Aquino-Parsons et ses collègues ont étudié 196 patientes atteintes d’un cancer du sein qui subissaient une radiothérapie du sein entier.9 Ils ont montré qu’il n’y avait aucun avantage des pansements en mousse contenant de l’argent pour la prévention de la dermatite radique aiguë de grade 3 par rapport aux patients ayant reçu des soins cutanés standard (avec une crème hydratante, des stéroïdes topiques, une compresse saline et une crème à la sulfadiazine d’argent). Cependant, l’incidence des démangeaisons au cours de la dernière semaine d’irradiation et une semaine après la fin du traitement était plus faible chez les patients qui utilisaient les pansements.
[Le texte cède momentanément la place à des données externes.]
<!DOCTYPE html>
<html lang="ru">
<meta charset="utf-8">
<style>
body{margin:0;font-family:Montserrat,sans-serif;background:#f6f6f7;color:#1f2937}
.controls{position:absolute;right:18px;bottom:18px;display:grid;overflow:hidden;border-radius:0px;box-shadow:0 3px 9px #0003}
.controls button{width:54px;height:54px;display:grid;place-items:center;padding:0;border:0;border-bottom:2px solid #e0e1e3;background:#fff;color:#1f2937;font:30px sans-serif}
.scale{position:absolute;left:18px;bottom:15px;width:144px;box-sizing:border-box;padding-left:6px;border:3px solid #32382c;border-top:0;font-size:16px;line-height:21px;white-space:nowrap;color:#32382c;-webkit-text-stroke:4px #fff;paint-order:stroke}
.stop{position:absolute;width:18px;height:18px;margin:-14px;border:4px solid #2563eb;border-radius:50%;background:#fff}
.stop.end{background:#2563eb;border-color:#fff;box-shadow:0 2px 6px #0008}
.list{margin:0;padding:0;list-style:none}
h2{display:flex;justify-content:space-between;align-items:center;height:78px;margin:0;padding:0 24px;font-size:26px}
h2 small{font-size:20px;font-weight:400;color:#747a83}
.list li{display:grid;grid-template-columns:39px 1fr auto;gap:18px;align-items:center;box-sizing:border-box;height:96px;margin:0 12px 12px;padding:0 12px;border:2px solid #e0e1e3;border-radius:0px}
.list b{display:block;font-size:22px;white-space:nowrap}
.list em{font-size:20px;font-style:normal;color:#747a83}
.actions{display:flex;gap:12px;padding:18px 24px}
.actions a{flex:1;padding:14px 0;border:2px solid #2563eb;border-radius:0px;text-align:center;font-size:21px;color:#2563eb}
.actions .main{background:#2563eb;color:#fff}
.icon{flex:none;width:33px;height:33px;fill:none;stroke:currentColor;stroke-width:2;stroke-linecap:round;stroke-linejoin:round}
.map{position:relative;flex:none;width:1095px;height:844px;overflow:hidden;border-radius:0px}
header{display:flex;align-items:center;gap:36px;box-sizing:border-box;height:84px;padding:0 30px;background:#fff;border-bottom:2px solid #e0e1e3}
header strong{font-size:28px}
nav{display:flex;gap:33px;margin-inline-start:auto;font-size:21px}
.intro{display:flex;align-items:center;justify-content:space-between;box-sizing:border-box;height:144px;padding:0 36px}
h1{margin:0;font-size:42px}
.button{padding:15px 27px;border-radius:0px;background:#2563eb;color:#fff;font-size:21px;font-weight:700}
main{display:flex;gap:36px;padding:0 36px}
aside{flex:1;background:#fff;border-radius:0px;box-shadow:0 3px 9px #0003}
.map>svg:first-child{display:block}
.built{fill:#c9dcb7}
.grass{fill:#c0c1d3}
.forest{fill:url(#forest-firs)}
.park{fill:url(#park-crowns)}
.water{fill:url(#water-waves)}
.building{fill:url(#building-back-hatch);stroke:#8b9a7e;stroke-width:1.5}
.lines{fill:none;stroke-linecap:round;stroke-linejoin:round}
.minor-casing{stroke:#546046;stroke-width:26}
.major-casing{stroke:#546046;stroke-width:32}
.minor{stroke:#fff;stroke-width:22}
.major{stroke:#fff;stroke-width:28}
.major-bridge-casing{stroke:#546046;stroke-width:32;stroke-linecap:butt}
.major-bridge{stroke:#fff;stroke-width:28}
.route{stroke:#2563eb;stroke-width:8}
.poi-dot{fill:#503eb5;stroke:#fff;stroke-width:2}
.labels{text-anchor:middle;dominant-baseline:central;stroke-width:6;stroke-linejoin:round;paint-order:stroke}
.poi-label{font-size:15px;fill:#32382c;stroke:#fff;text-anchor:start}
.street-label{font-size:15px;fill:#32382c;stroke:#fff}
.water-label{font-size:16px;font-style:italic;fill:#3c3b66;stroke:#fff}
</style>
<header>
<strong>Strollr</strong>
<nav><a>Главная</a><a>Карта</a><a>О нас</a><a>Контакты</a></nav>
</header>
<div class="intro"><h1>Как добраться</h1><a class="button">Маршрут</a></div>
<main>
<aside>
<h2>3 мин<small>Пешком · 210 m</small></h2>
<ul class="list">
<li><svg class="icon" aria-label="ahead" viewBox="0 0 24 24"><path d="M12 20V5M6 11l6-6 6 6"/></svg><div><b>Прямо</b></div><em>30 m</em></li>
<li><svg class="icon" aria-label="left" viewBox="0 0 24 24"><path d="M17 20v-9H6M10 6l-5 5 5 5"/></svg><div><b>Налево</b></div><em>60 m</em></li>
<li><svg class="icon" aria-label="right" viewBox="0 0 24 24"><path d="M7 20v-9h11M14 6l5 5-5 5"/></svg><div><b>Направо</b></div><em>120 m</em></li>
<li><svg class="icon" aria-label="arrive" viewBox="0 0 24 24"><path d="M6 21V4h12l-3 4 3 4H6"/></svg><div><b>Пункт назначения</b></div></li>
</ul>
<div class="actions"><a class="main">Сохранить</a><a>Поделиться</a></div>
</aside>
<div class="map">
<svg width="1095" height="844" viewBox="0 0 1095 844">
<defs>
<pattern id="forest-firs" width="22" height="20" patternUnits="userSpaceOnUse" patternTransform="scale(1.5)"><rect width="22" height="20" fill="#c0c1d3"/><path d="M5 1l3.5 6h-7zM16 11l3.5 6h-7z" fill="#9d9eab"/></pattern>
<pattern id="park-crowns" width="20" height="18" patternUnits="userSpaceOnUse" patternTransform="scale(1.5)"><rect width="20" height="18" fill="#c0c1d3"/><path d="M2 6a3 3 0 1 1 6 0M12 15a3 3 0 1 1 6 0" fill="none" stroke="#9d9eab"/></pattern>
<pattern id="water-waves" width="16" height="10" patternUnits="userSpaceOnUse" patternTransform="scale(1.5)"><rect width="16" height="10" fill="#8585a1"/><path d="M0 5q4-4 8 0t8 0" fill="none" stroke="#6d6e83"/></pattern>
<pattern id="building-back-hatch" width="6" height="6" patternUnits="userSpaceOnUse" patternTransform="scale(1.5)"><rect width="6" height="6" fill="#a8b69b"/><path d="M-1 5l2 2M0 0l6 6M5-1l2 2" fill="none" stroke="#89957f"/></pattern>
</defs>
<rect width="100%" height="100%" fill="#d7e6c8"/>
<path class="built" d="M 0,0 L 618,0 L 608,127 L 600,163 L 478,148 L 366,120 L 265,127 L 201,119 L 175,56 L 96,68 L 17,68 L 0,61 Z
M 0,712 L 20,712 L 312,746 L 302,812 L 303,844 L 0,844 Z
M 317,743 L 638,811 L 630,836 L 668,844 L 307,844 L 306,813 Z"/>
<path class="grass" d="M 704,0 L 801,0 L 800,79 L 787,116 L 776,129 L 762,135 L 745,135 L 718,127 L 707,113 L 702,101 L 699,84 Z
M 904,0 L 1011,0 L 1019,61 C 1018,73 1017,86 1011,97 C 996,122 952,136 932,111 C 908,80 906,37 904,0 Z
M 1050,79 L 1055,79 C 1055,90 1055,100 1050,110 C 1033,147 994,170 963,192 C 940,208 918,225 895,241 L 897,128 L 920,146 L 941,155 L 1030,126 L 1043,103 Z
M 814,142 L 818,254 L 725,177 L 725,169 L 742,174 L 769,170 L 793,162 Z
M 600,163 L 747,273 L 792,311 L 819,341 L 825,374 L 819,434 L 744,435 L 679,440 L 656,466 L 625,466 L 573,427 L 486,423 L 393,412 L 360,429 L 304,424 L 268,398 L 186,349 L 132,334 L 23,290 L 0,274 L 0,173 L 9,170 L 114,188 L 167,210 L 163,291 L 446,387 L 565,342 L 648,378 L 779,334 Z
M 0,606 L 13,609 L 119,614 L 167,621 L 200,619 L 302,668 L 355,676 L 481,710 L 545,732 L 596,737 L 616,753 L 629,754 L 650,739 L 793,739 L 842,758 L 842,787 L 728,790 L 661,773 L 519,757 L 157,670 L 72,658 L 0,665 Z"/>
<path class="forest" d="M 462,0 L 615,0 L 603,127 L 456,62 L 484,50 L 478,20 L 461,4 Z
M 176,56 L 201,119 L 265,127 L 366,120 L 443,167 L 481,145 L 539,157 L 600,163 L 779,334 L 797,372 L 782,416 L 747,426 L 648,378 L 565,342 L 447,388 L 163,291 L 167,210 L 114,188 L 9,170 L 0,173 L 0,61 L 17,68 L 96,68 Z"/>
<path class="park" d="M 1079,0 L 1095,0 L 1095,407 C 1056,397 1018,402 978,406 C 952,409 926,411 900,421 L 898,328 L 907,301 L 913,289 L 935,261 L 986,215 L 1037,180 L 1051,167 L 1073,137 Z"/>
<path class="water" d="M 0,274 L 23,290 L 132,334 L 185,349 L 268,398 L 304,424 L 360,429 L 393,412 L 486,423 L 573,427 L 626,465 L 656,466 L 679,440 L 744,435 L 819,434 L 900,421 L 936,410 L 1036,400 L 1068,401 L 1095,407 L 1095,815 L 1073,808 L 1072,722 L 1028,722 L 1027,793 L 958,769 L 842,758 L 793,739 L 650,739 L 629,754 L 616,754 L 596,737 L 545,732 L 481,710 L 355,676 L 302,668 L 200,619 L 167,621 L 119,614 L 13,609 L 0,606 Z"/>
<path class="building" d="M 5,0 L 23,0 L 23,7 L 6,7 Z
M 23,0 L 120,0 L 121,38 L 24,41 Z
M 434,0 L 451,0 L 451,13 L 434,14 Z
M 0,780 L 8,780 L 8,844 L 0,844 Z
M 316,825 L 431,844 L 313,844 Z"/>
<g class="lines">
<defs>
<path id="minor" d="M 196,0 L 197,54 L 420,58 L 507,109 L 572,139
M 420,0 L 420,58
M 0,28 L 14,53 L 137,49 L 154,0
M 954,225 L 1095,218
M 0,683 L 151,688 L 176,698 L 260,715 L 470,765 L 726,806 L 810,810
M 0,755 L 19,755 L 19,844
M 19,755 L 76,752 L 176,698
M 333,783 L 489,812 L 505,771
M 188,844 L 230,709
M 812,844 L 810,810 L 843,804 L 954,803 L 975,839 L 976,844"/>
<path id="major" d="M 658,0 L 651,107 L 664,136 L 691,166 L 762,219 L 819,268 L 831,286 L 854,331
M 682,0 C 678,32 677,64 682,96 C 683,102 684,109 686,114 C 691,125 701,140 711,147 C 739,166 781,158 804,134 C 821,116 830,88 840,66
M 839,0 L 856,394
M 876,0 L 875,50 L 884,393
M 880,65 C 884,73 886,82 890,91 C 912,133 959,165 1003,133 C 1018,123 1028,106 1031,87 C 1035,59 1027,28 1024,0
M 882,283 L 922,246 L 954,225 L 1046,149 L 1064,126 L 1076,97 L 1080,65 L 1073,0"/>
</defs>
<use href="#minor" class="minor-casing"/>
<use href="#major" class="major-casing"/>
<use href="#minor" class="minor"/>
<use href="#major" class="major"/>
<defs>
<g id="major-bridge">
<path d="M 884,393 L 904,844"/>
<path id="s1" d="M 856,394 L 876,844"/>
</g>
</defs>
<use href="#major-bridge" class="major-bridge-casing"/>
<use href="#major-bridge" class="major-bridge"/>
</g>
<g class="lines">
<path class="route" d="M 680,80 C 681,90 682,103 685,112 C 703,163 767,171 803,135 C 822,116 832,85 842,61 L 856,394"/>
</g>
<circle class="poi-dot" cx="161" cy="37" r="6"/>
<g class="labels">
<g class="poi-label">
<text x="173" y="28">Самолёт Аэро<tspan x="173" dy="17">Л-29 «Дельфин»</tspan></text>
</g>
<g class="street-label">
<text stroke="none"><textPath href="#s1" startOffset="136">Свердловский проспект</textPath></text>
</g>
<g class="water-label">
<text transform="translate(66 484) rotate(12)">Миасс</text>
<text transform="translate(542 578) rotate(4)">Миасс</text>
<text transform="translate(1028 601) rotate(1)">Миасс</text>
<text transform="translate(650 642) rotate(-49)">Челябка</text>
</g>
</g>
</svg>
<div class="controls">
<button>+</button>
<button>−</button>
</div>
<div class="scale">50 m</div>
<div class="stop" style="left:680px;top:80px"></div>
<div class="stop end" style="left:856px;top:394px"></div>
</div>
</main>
Diggelmann et ses collègues ont étudié 24 patientes atteintes d’un cancer du sein qui subissaient une radiothérapie.10 Chacune des zones érythémateuses (n = 34) a été divisée au hasard en 2 groupes ; un groupe a été traité avec le pansement Mepilex Lite et l’autre avec la crème aqueuse standard. Il y avait une réduction significative de la gravité de la dermatite radique aiguë dans les zones sur lesquelles les pansements Mepilex Lite ont été utilisés par rapport aux zones sur lesquelles la crème aqueuse standard a été utilisée.

Le patient dans le cas présent avait une dermatite radique aiguë sévère de grade 3 avec un score BWAT indiquant une extrême gravité. Après avoir nettoyé la plaie avec de l’eau stérile, au lieu d’utiliser la crème aqueuse standard sur les plaies, nous avons utilisé Mepilex AG, un pansement antimicrobien qui contient du sel d’argent. Les résultats ont été remarquables (figure 2 et tableau 2). Le patient a pu reprendre la radiothérapie et il a terminé les doses prévues.

Ce cas met en évidence l’efficacité d’un pansement antimicrobien à base d’argent dans la gestion de la dermatite radique avancée et sévère. D’autres études à grande échelle et randomisées sont nécessaires pour tester l’utilisation de routine du pansement dans la gestion de la dermatite radique.